Dina Retik, 19, Vermont

‘When so much of the US was full of hatred my mum was full of love’: Dina Retik. Photograph: Arrow Pictures

Until recently, I’d not talked much about 9/11 to friends or family. Of course it came into my relationships, it’s a constant presence, but I’d never taken the time to deep dive into it. It all somehow felt both deeply private and extremely public at the same time: I wasn’t sure how best to navigate it. I wasn’t born when it happened, I was in my mum’s womb, so my relationship to it and how it makes me feel is constantly evolving.

I think that’s because we were “the 9/11 family” for so long that it basically just became a label. It meant I got attention, and played a role. I didn’t really get to experience the emotional side. In the 20 years that have passed, I think my family have had time to reflect and process what happened. Now, as I get a little older, it feels, finally, that I’m going through that, too.

My dad was on board flight AA11, the first plane which crashed into the Twin Towers on 11 September 2001. I don’t know much about that day from his perspective, but when my mum gave a TED talk, I heard about how she experienced it. Some details stick out, things she said in her talk which have stuck with me.

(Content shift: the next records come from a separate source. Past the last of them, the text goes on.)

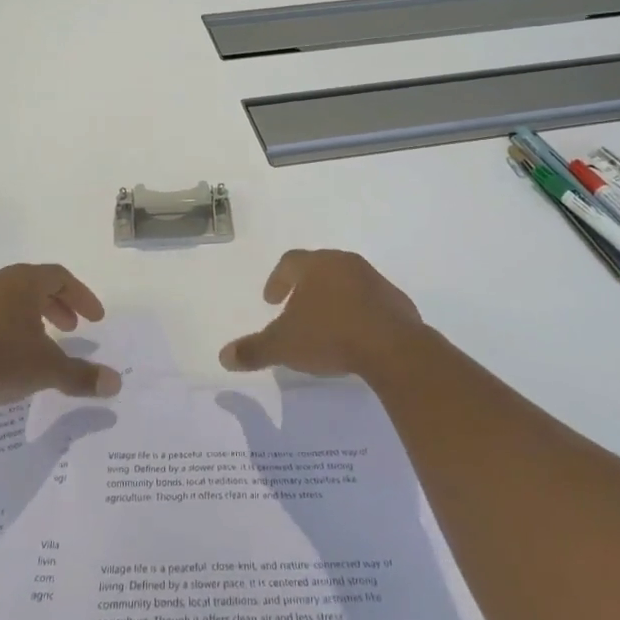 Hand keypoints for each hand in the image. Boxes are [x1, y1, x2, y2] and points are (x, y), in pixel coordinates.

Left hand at [0, 264, 119, 405]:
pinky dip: (8, 326)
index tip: (95, 319)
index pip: (60, 277)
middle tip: (72, 328)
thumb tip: (116, 384)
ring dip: (32, 316)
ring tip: (41, 342)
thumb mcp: (46, 369)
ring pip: (10, 298)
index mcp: (23, 282)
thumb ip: (81, 375)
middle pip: (35, 284)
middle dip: (58, 305)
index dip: (81, 296)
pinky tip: (6, 354)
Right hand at [219, 249, 427, 378]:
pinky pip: (370, 301)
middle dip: (305, 286)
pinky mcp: (396, 300)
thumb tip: (223, 356)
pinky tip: (355, 335)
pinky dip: (358, 312)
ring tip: (326, 323)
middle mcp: (344, 263)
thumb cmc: (330, 336)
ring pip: (346, 282)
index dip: (277, 280)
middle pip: (319, 268)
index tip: (271, 301)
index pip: (289, 262)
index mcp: (315, 266)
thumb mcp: (284, 346)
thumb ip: (253, 350)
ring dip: (333, 298)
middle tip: (295, 307)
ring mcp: (373, 279)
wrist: (392, 347) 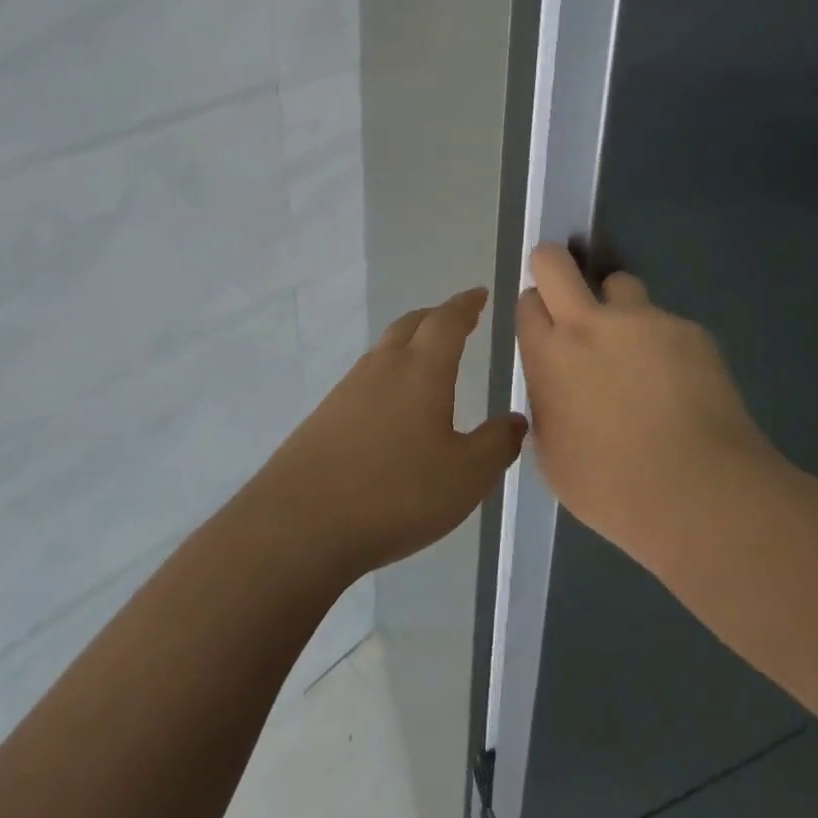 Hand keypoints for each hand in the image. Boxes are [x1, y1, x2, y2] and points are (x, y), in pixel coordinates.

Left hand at [259, 288, 528, 579]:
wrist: (301, 524)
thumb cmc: (395, 493)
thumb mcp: (465, 477)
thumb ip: (496, 445)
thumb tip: (516, 419)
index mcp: (421, 370)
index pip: (447, 321)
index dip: (465, 305)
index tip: (478, 294)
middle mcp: (383, 367)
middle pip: (411, 325)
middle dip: (436, 317)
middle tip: (456, 319)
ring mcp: (348, 389)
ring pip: (385, 350)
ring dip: (409, 343)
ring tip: (426, 359)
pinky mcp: (325, 416)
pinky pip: (365, 379)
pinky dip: (387, 375)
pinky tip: (391, 406)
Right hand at [516, 244, 771, 565]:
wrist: (698, 491)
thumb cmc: (613, 488)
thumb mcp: (553, 456)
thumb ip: (547, 406)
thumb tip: (556, 388)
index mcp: (550, 355)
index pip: (528, 303)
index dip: (536, 310)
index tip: (546, 326)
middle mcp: (589, 323)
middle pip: (555, 263)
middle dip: (553, 264)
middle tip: (566, 288)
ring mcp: (643, 320)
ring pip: (621, 285)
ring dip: (620, 307)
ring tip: (638, 350)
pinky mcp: (688, 330)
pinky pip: (667, 325)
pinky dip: (667, 345)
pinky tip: (682, 387) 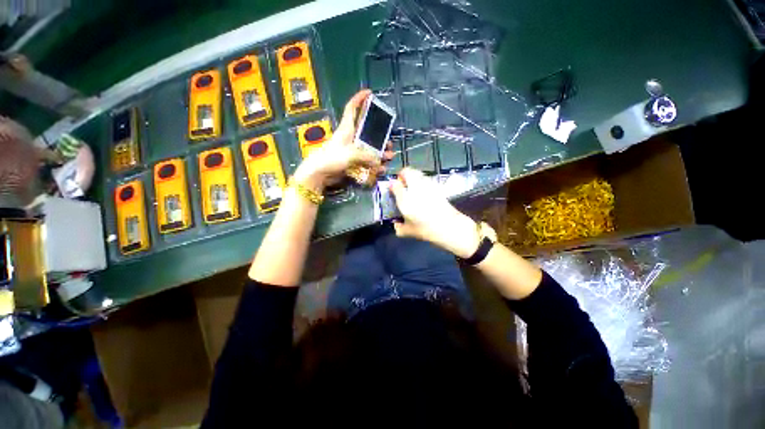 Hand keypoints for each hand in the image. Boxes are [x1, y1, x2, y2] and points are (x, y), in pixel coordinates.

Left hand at [294, 89, 393, 190]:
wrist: (318, 174)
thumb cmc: (331, 158)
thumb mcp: (349, 154)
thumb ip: (366, 156)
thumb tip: (378, 161)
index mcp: (346, 129)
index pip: (351, 109)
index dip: (359, 99)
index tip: (369, 93)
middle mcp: (351, 138)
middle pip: (367, 133)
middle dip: (380, 137)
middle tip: (389, 143)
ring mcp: (352, 151)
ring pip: (369, 149)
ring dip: (380, 153)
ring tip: (390, 156)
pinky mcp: (352, 162)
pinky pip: (366, 162)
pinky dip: (374, 166)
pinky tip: (381, 169)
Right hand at [390, 168, 480, 257]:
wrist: (449, 226)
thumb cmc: (426, 230)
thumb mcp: (408, 232)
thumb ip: (399, 228)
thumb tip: (396, 224)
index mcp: (405, 199)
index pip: (395, 185)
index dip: (392, 185)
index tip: (392, 188)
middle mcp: (415, 189)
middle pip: (407, 172)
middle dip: (403, 175)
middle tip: (402, 183)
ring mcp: (427, 186)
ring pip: (418, 173)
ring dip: (413, 176)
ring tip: (412, 186)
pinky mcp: (437, 187)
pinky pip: (426, 179)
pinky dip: (422, 180)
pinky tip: (423, 191) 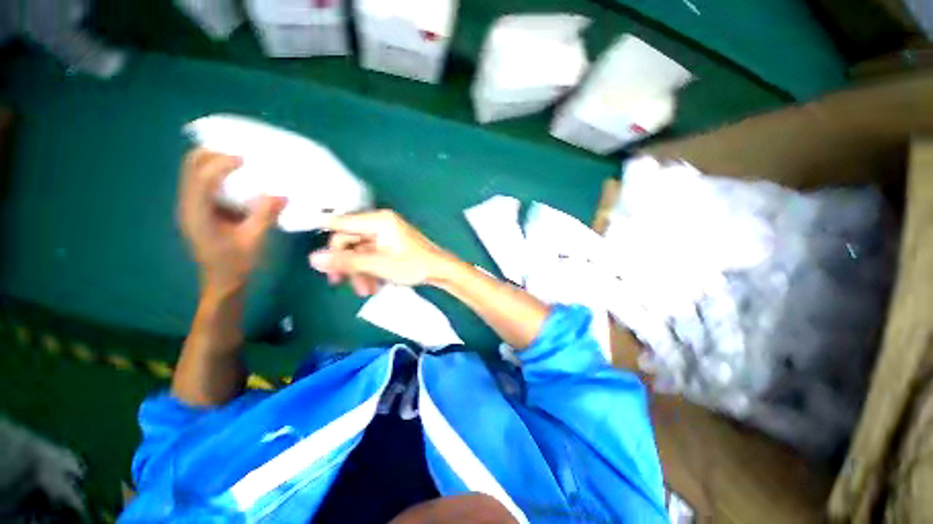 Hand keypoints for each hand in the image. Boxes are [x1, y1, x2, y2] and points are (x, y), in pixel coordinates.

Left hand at [178, 148, 285, 295]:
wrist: (222, 282)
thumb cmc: (235, 264)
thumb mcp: (253, 241)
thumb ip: (264, 216)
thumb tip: (282, 195)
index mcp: (198, 214)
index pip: (202, 179)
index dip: (221, 164)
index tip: (245, 159)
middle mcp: (189, 206)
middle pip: (191, 168)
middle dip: (212, 155)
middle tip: (239, 155)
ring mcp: (192, 207)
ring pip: (194, 172)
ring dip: (213, 162)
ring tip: (239, 162)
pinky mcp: (200, 210)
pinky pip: (203, 182)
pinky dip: (217, 174)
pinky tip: (237, 179)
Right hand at [309, 210, 451, 295]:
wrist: (440, 270)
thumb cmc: (413, 265)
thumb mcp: (378, 265)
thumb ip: (347, 261)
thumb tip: (313, 259)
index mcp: (378, 221)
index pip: (341, 224)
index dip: (327, 240)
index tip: (317, 260)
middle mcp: (380, 224)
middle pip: (349, 240)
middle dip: (346, 263)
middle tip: (340, 283)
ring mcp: (386, 235)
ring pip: (360, 251)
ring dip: (358, 271)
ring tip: (365, 291)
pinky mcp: (390, 245)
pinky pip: (371, 255)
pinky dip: (369, 269)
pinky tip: (373, 286) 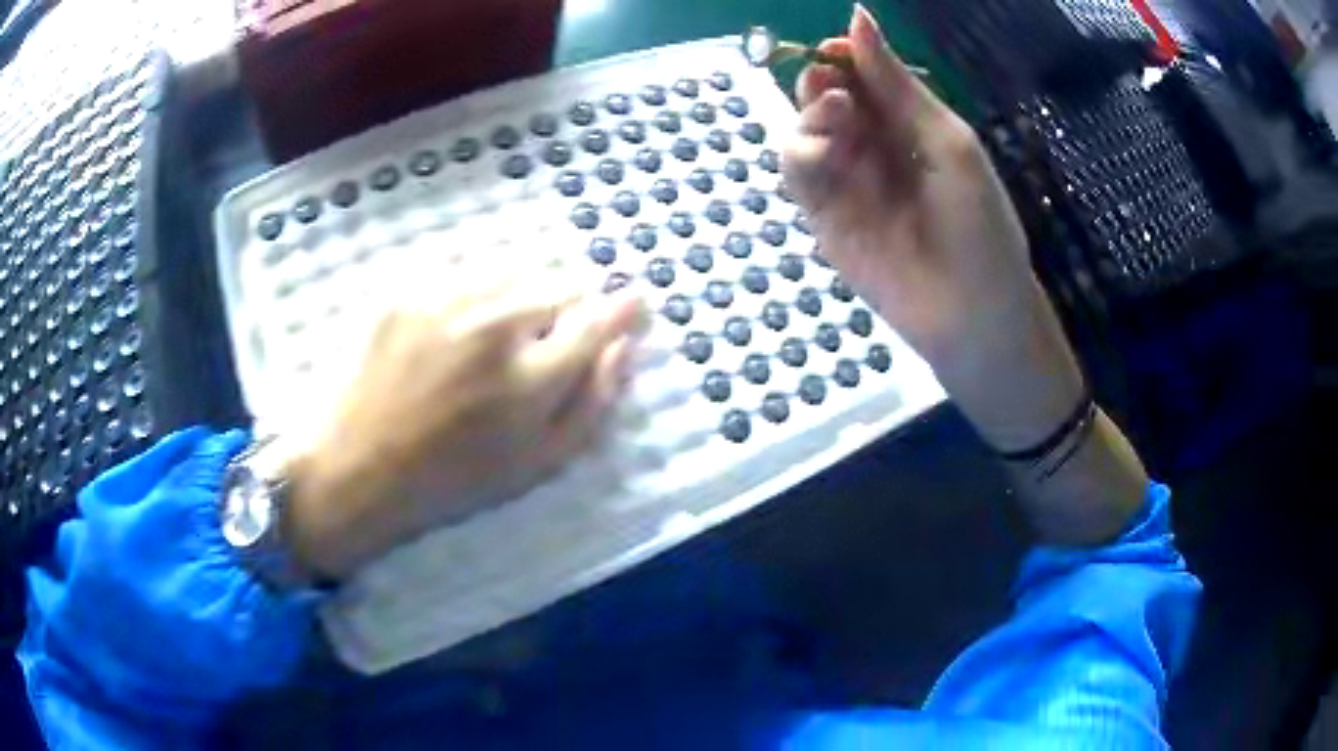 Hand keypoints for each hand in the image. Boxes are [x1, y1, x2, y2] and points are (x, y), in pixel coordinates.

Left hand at [284, 279, 642, 581]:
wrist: (357, 466)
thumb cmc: (453, 478)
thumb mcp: (538, 464)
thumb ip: (592, 403)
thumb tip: (624, 346)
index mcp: (529, 380)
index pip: (596, 322)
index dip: (622, 308)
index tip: (636, 299)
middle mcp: (492, 328)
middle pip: (559, 285)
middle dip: (568, 307)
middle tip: (547, 340)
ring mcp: (445, 302)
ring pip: (515, 270)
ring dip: (524, 293)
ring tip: (502, 332)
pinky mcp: (408, 291)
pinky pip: (466, 270)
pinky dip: (480, 291)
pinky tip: (461, 326)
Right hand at [783, 5, 1084, 451]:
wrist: (973, 315)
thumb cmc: (979, 225)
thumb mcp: (947, 141)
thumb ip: (897, 83)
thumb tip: (857, 15)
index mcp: (910, 126)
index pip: (864, 77)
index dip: (845, 58)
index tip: (835, 49)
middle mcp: (875, 148)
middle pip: (828, 98)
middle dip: (823, 83)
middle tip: (837, 91)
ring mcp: (847, 183)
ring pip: (805, 130)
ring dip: (811, 115)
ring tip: (838, 119)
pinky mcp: (824, 218)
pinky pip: (797, 174)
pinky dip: (800, 153)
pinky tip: (823, 154)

Babe in arms: father David with Dina’s sister. Photograph: Arrow Pictures

Mum was in the grocery store parking lot when she heard on the radio that a plane had made impact with the World Trade Center. She had just pulled up, the car was still running. Instead of going shopping she decided to drive home again to check my dad’s flight number. It’s a human moment that made the story real. I could put myself in her shoes.

I also learned in her talk that my dad was sitting next to one of the terrorists on the aeroplane. Again, it’s a deal that suddenly made everything feel real.

There was a message to her talk, too, a mantra which has really shaped me: our experiences and what we do with them shape who we are.

In the aftermath of 9/11, Mum received so much love and support from friends, family, neighbours and the entire country. She took a step back, and looked across the world: over in Afghanistan, she saw how many widows just like her were being treated so badly and felt sickened. Women who had lost their husbands were treated like they were worthless. At first, Mum wanted to try and help just one woman in a situation like hers; she started small.

I’m so proud that from her pain, Mum decided to show kindness to others. When so much of the United States was filled with hatred – war, bigotry and violence – she was full of love. Today she runs a non-profit called Beyond the Eleventh, supporting Afghan widows trying to build lives after their husbands have passed. We do fundraisers and events, and a charity bike ride from Ground Zero to our home in Boston. I did the ride in my senior year of high school, and I’m doing it again this year – alongside my entire family – to mark 20 years having passed since we lost Dad.

I’m determined to find out more about him from anyone who knew him. I’m gathering up his memories and stories, which I can keep and pass down in the future, so I know he’ll always live on.

Children of 9/11: Our Story is on Channel 4 on 16 August at 9pm

  • This article was amended on 16 August 2021 to correct the name of St Andrews Air Force Base to Andrews Air Force Base, also known as Joint Base Andrews.